CFD-FASTRAN is a commercial Computational Fluid Dynamics (CFD) software package developed by ESI Group for aerodynamic and aerothermodynamic applications. It employs multiple moving body capability for simulating problems such as missile launch, maneuvering and staging, and aircraft flight dynamics and store separation.

CFD-FASTRAN was used by the Council for Scientific and Industrial Research in South Africa to simulate the release of a missile from the outboard pylon of the BAE Hawk Mk120 at transonic speeds where shockwaves dominate the flowfield. The CFD software was used to calculate the carriage loads, structural dynamic responses from the ejection forces and model the loads on the missile in free-flight.

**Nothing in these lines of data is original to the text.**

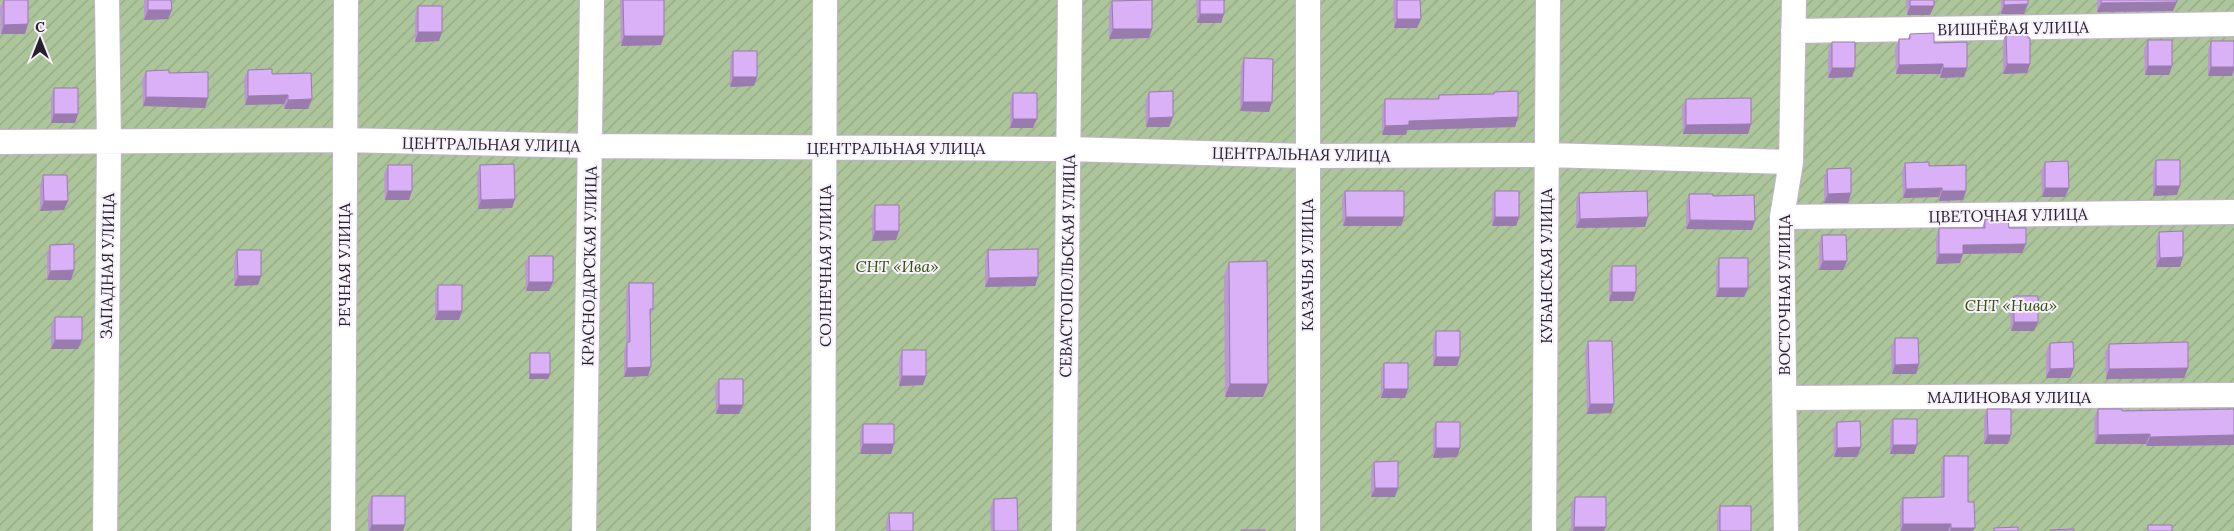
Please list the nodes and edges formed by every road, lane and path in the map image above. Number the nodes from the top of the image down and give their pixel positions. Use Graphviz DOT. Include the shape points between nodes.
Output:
graph roads {
  1 [pos="108,0"];
  2 [pos="346,0"];
  3 [pos="592,0"];
  4 [pos="825,0"];
  5 [pos="1070,0"];
  6 [pos="1308,0"];
  7 [pos="1548,0"];
  8 [pos="1794,0"];
  9 [pos="2234,24"];
  10 [pos="1793,31"];
  11 [pos="344,140"];
  12 [pos="0,142"];
  13 [pos="108,142"];
  14 [pos="591,146"];
  15 [pos="826,148"];
  16 [pos="1069,149"];
  17 [pos="1547,155"];
  18 [pos="1307,156"];
  19 [pos="1791,162"];
  20 [pos="2234,212"];
  21 [pos="1782,217"];
  22 [pos="2234,395"];
  23 [pos="1784,398"];
  24 [pos="105,531"];
  25 [pos="343,531"];
  26 [pos="584,531"];
  27 [pos="823,531"];
  28 [pos="1064,531"];
  29 [pos="1308,531"];
  30 [pos="1544,531"];
  31 [pos="1786,531"];
  1 -- 13 [label="street, ЗАПАДНАЯ УЛИЦА"];
  2 -- 11 [label="street, РЕЧНАЯ УЛИЦА"];
  3 -- 14 [label="street, КРАСНОДАРСКАЯ УЛИЦА"];
  4 -- 15 [label="street, СОЛНЕЧНАЯ УЛИЦА"];
  5 -- 16 [label="street, СЕВАСТОПОЛЬСКАЯ УЛИЦА"];
  6 -- 18 [label="street, КАЗАЧЬЯ УЛИЦА"];
  7 -- 17 [label="street, КУБАНСКАЯ УЛИЦА"];
  8 -- 10 [label="street, ВОСТОЧНАЯ УЛИЦА"];
  9 -- 10 [label="street, ВИШНЁВАЯ УЛИЦА"];
  10 -- 19 [label="street, ВОСТОЧНАЯ УЛИЦА"];
  11 -- 13 [label="street, ЦЕНТРАЛЬНАЯ УЛИЦА"];
  11 -- 14 [label="street, ЦЕНТРАЛЬНАЯ УЛИЦА"];
  11 -- 25 [label="street, РЕЧНАЯ УЛИЦА"];
  12 -- 13 [label="street, ЦЕНТРАЛЬНАЯ УЛИЦА"];
  13 -- 24 [label="street, ЗАПАДНАЯ УЛИЦА"];
  14 -- 15 [label="street, ЦЕНТРАЛЬНАЯ УЛИЦА"];
  14 -- 26 [label="street, КРАСНОДАРСКАЯ УЛИЦА"];
  15 -- 16 [label="street, ЦЕНТРАЛЬНАЯ УЛИЦА"];
  15 -- 27 [label="street, СОЛНЕЧНАЯ УЛИЦА"];
  16 -- 18 [label="street, ЦЕНТРАЛЬНАЯ УЛИЦА"];
  16 -- 28 [label="street, СЕВАСТОПОЛЬСКАЯ УЛИЦА"];
  17 -- 18 [label="street, ЦЕНТРАЛЬНАЯ УЛИЦА"];
  17 -- 19 [label="street, ЦЕНТРАЛЬНАЯ УЛИЦА"];
  17 -- 30 [label="street, КУБАНСКАЯ УЛИЦА"];
  18 -- 29 [label="street, КАЗАЧЬЯ УЛИЦА"];
  19 -- 21 [label="street, ВОСТОЧНАЯ УЛИЦА"];
  20 -- 21 [label="street, ЦВЕТОЧНАЯ УЛИЦА"];
  21 -- 23 [label="street, ВОСТОЧНАЯ УЛИЦА"];
  22 -- 23 [label="street, МАЛИНОВАЯ УЛИЦА"];
  23 -- 31 [label="street, ВОСТОЧНАЯ УЛИЦА"];
}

The CFD software was used to predict supercooled droplet impingement on helicopter blades by the Institute for Aerospace Research. This is a first step towards simulating ice formation on rotating helicopter blades.

CFD-FASTRAN was used to study the aerodynamic performance of a hypersonic vehicle powered by scramjet engines. Flow conditions were simulated at various angles of attack at Mach 5.85.

Two-dimensional numerical flow simulations were performed with CFD-FASTRAN to compare the effects of a combined jet flap and Coanda jet effects a supercritical airfoil. The results showed the combined jet flap provided the best performance.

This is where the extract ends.